When I saw the cover story, “After Autism,” in Sunday’s New York Times Magazine, I must confess to feeling both vindicated AND envious. From the moment my daughter, Sarah was given the dreaded A-word diagnosis at 12 months old, I always believed in the possibility of a complete recovery. Maybe it was magical thinking, but I had to wake up each day with the hope that I could somehow help my baby girl grow up, make friends, graduate from college and live an independent and productive life. Back in the early 1990s—before autism was an epidemic and Applied Behavioral Analysis (ABA) was the preferred treatment—I stubbornly believed that Sarah would one day catch up to her neurotypical twin brother, Max. It didn’t matter that most of the “experts” and test scores predicted that she would NEVER catch up—let alone graduate from college.
Diagnosed very early, I had hoped that intensive, early intervention would enable Sarah to emerge from autism completely, like the teenagers featured in “After Autism.” However, unlike those success stories, Sarah’s progress was painfully slow. We tried MANY treatment approaches: speech therapy, occupational therapy, Dr. Greenspan’s floor time, vitamin B supplements, cranial sacral therapy, skin brushing, joint compressions, special schools, along with a variety of drugs. It was not until Sarah was seven and her behavior was completely out of control that we tried ABA (against the advice of her psychiatrist). By age 7, we were told by the ABA therapists, “it might be too late” for Sarah to benefit, but we tried it for a few years anyway. At age 10, she began seeing Dr. Harry Wachs at the Vision & Conceptual Development Center in Washington D.C. (now in Bethesda, MD). I also took my daughter to an allergist and tried a modified gluten free diet. There was no panacea, so I felt obliged to try everything. My strategy was practical and unscientific: throw enough you-know-what against the wall and hope for the best. For reasons I still don’t understand, Sarah finally began to improve dramatically when she hit puberty.
Did my strategy work? Yes and no. Like the old Virginia Slims commercial, Sarah has “come a long way, baby.” My daughter is “high functioning,” (but not Asperger’s). On the positive side, Sarah graduated cum laude from Pace, after earning an Associate’s Degree from Landmark College (also cum laude). However, it took her 5 years (including summers), careful selection of a major, and a tremendous amount of tutoring. Along the way, Sarah managed to make a small group of friends, find a boyfriend, and work summers, volunteering with young, special needs kids as a teacher’s assistant. She even co-starred in a film, “Keep the Change,” about young adults with autism who struggle with relationships.
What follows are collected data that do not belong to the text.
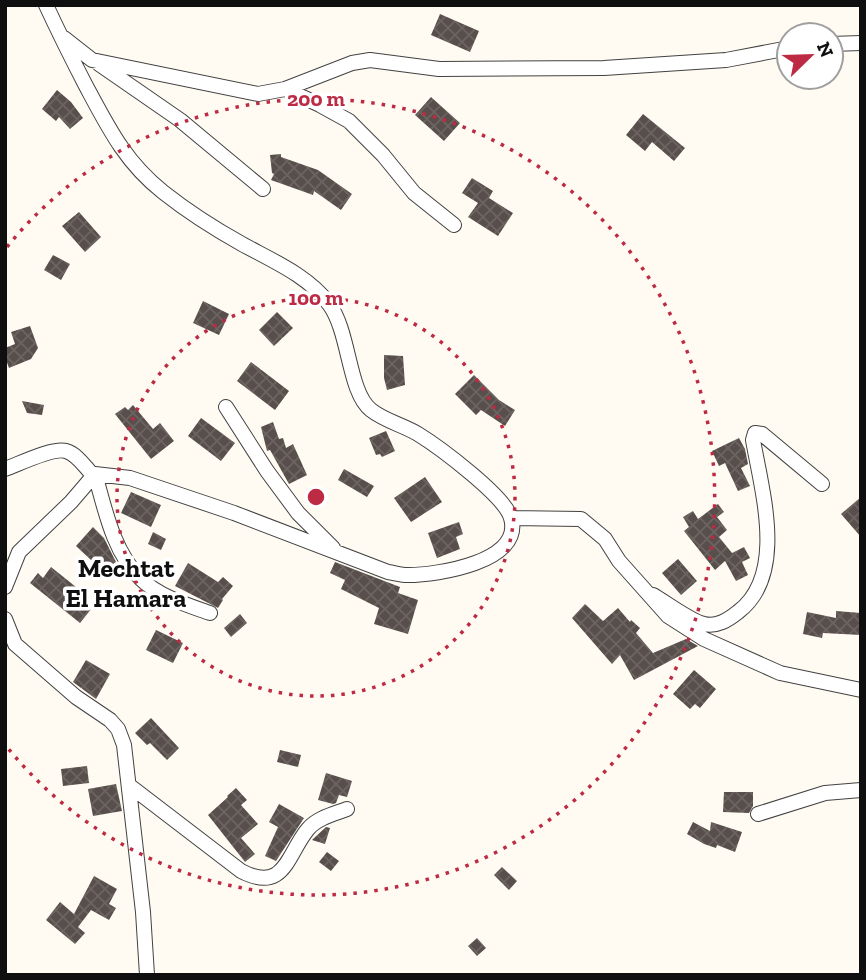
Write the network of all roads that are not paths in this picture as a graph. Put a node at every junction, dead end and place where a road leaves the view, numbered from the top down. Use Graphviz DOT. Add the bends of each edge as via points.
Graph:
graph roads {
  1 [pos="46,5"];
  2 [pos="59,34"];
  3 [pos="775,51"];
  4 [pos="92,60"];
  5 [pos="285,89"];
  6 [pos="263,189"];
  7 [pos="453,225"];
  8 [pos="226,407"];
  9 [pos="5,469"];
  10 [pos="94,474"];
  11 [pos="822,484"];
  12 [pos="511,519"];
  13 [pos="337,551"];
  14 [pos="638,583"];
  15 [pos="5,587"];
  16 [pos="209,613"];
  17 [pos="5,619"];
  18 [pos="10,644"];
  19 [pos="861,690"];
  20 [pos="130,786"];
  21 [pos="861,790"];
  22 [pos="347,809"];
  23 [pos="758,814"];
  24 [pos="145,973"];
  1 -- 2 [label="street"];
  2 -- 4 [label="street"];
  2 -- 12 [label="street" via="108,131 126,155 162,191 316,290 339,324 363,402 389,422 419,435 488,487"];
  3 -- 5 [label="street" via="726,60 604,68 429,68 370,60"];
  4 -- 5 [label="street" via="258,94"];
  4 -- 6 [label="street" via="180,120"];
  5 -- 7 [label="street" via="349,121 414,193"];
  8 -- 13 [label="street" via="298,513"];
  9 -- 10 [label="street" via="65,450"];
  10 -- 13 [label="street" via="130,478"];
  10 -- 15 [label="street" via="19,552"];
  10 -- 16 [label="street" via="122,554 141,580 174,600"];
  11 -- 14 [label="street" via="755,432 767,558 756,595 721,623 703,624"];
  12 -- 13 [label="street" via="507,543 489,558 422,575 388,572"];
  12 -- 14 [label="street" via="581,519 605,539"];
  14 -- 19 [label="street" via="668,617 723,648 780,673"];
  17 -- 18 [label="street"];
  18 -- 20 [label="street" via="118,729"];
  20 -- 22 [label="street" via="253,877 282,872 308,828"];
  20 -- 24 [label="street"];
  21 -- 23 [label="street" via="825,793"];
}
Sadly, though, Sarah is NOT cured. Try to have a conversation about what’s going on in the world, or about anything that isn’t simple or straightforward, and you will still see the symptoms of autism. Her voice will grow loud and defensive. As Sarah becomes agitated, she will repeat herself, talk in scripts, and probably stop making eye contact (which is nearly normal) when she’s on familiar ground. There are still many life skills and social situations which pose a challenge. We still haven’t convinced her that money doesn’t grow on trees or endlessly pop out of an ATM. Then again, there are probably many neurotypical 20-somethings who haven’t mastered budgeting either.
Unlike 20 years ago, there are now people who are against eliminating autism. Welcome to the world of neurodiversity. Ari Ne’eman, president of the Autistic Self Advocacy Network, says “autism isn’t an illness in need of a cure.” He believes that certain qualities of autistic people, which don’t conform to society’s norms, are actually valuable to a person’s identity and to the world. As always, Temple Grandin, the famous autistic author and animal scientist is the prime example. Grandin has always believed that her autism—which manifests in intense focus on details and unusual visual-spatial skills—enabled her to design humane slaughterhouses for livestock. Furthermore, Ne’eman argues, “What proof is there that those who lose the diagnosis are any more successful or happy than those who remain autistic?”
The truth is nobody knows whether a person with autism is “better off” with or without the symptoms. Lower functioning people with autism are unable to communicate their feelings on the subject. Higher functioning people with autism who ARE able to communicate their feelings and preferences cannot speak for the entire spectrum. As a parent, I honestly wish my daughter was among the 10% of autistic people who made a full recovery. That does NOT mean, as Ne’eman suggests, that I’m really saying ‘I wish the autistic child I have did not exist and I had a different (non-autistic) child.’ I wouldn’t trade Sarah for anyone. (Ne’eman obviously has no idea what it’s like to be a mother.) What I want for my daughter —and what I suspect parents of other autistic kids want—is for their children to be able to voice their own feelings in this complex conversation.